Capitalization Important With X.CO

In yesterday’s post about Sam Adams using a X.CO url shortener on the back of its New Albion Ale bottles, someone wrote a comment that is important enough to share a follow up post. If you use X.CO, you need to be mindful of capitalization.

According to Mike H and confirmed by me:

The x.co shortener is case sensitive, it looks like they are aware of this as the took x.co/newalbion as well as x.co/NewAlbion, but if a person were to type it in as advertised (all capitalized) they wouldn’t go to Sam Adams. The capitalized version isn’t claimed.

Luckily for Sam Adams and its New Albion Ale product / marketing managers, someone from Go Daddy saw my post yesterday and added the capitalized version to the company’s account, preventing someone else from capturing that traffic and forwarding it elsewhere.

If you are using X.CO for marketing purposes, especially if the marketing is done offline, you need to be sure you grab all versions of the keyword. Someone else could anonymously register (for free) the alternative versions and forward them elsewhere. It doesn’t cost you anything to do, and it can protect your interests or the interests of you clients.

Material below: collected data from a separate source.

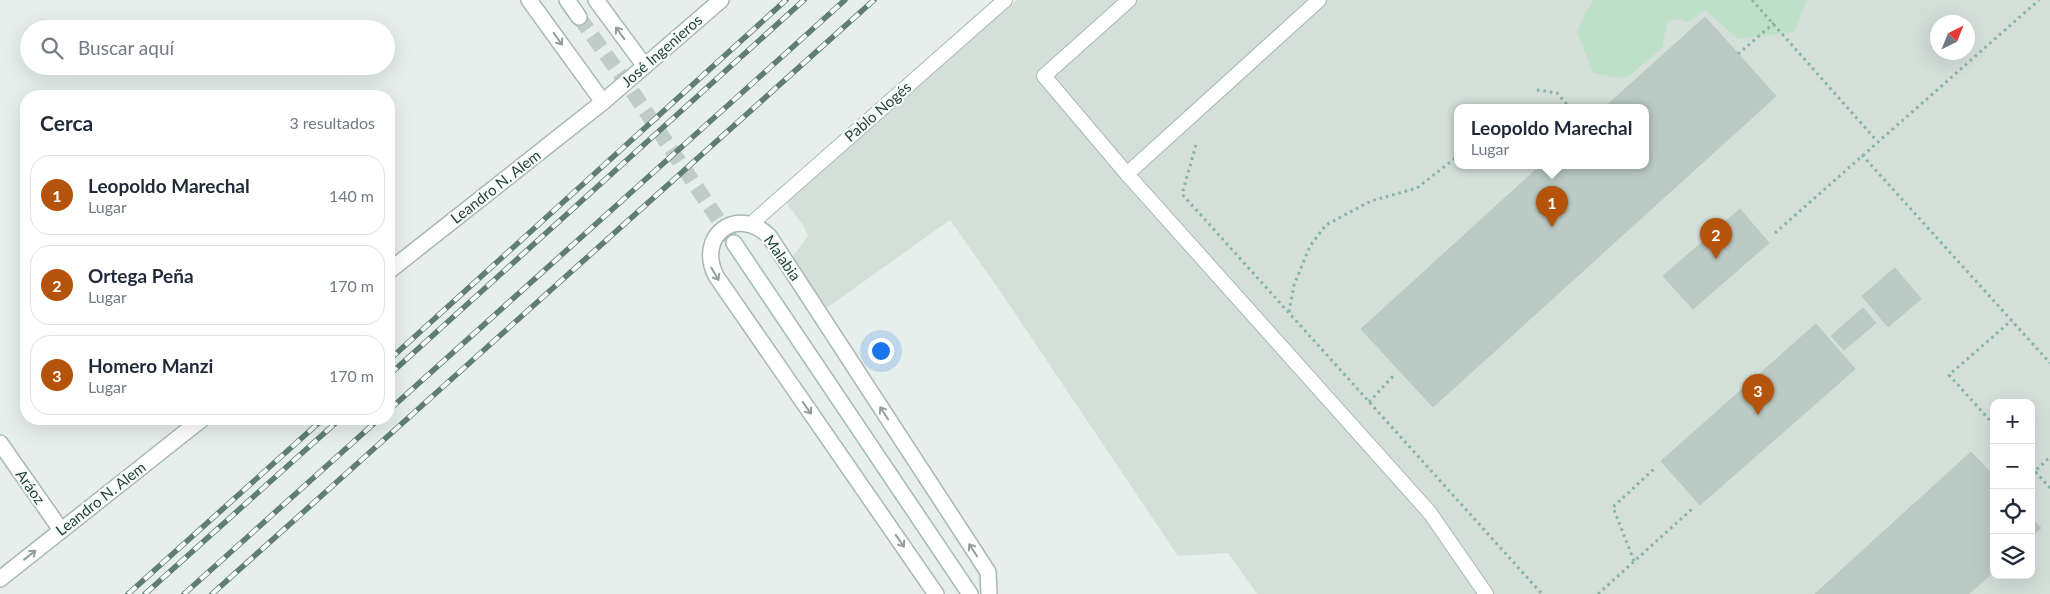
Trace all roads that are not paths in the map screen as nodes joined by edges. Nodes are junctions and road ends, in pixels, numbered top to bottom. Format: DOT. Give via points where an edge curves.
graph roads {
  1 [pos="529,0"];
  2 [pos="566,0"];
  3 [pos="596,0"];
  4 [pos="720,0"];
  5 [pos="1005,0"];
  6 [pos="1129,0"];
  7 [pos="1319,0"];
  8 [pos="579,17"];
  9 [pos="644,65"];
  10 [pos="603,102"];
  11 [pos="1127,174"];
  12 [pos="752,224"];
  13 [pos="734,243"];
  14 [pos="395,266"];
  15 [pos="194,425"];
  16 [pos="0,443"];
  17 [pos="61,530"];
  18 [pos="0,579"];
  19 [pos="936,594"];
  20 [pos="970,594"];
  21 [pos="989,594"];
  22 [pos="1486,594"];
  1 -- 10 [label="street, one-way"];
  2 -- 8 [label="street"];
  9 -- 3 [label="street, one-way"];
  4 -- 9 [label="street, José Ingenieros"];
  5 -- 12 [label="lane, Pablo Nogés"];
  6 -- 11 [label="lane" via="1044,76"];
  7 -- 11 [label="lane"];
  9 -- 10 [label="street, José Ingenieros"];
  10 -- 14 [label="street, Leandro N. Alem"];
  11 -- 22 [label="lane" via="1430,513"];
  12 -- 19 [label="street, Malabia, one-way" via="730,224 721,230 713,240 710,264"];
  21 -- 12 [label="street, Malabia, one-way" via="988,572 769,236"];
  13 -- 20 [label="street, Malabia"];
  15 -- 17 [label="street, Leandro N. Alem"];
  16 -- 17 [label="street, Aráoz"];
  18 -- 17 [label="street, Leandro N. Alem, one-way"];
}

Thanks again to Mike H. for the tip.

Elliot Silver
Elliot Silver
About The Author: Elliot Silver is an Internet entrepreneur and publisher of DomainInvesting.com. Elliot is also the founder and President of Top Notch Domains, LLC, a company that has closed eight figures in deals. Please read the DomainInvesting.com Terms of Use page for additional information about the publisher, website comment policy, disclosures, and conflicts of interest. Reach out to Elliot: Twitter | Facebook | LinkedIn

8 COMMENTS

  1. Nothing really new, most if not all url shorteners, including bit.ly, are case sensitive in order to maximize the number of character combinations that replace long links.

    • The case sensitivity after the domain depends on how the Web server is set up. By default, most Windows-hosted sites will not care about capitalization and most Linux-based sites will care. It’s up to the Web site or Web application to override that default behavior–CMSes like WordPress, for example, wouldn’t regard case as important so they’re case-insensitive.

      URL shorteners, as you note, can amplify their address space tremendously by caring. Since most people (back in the day) would click on a shortened URL, case sensitivity wasn’t an issue. When they’re orally or visually communicated, that’s when you get the squatters and need to make sure you get all the variations.

      Whenever we’re preparing to announce something over social media, you better believe we pre-register everything.

      (Note: I’m a Go Daddy employee and the person responsible for X.CO.)

    • The footer at the bottom of the site says “Please note that any shortened URL that has not been clicked on for one (1) year will automatically be deleted.”

      Our interpretation of this is that any shortened URL that is created and hasn’t been clicked on in its first year of existence is reclaimable. In other words, if a short URL gets a click, it effectively never expires.

  2. this post doesn’t even make any sense to me unless dot co operates differently than dot com. as far as i know capitalization has only mattered after the slash.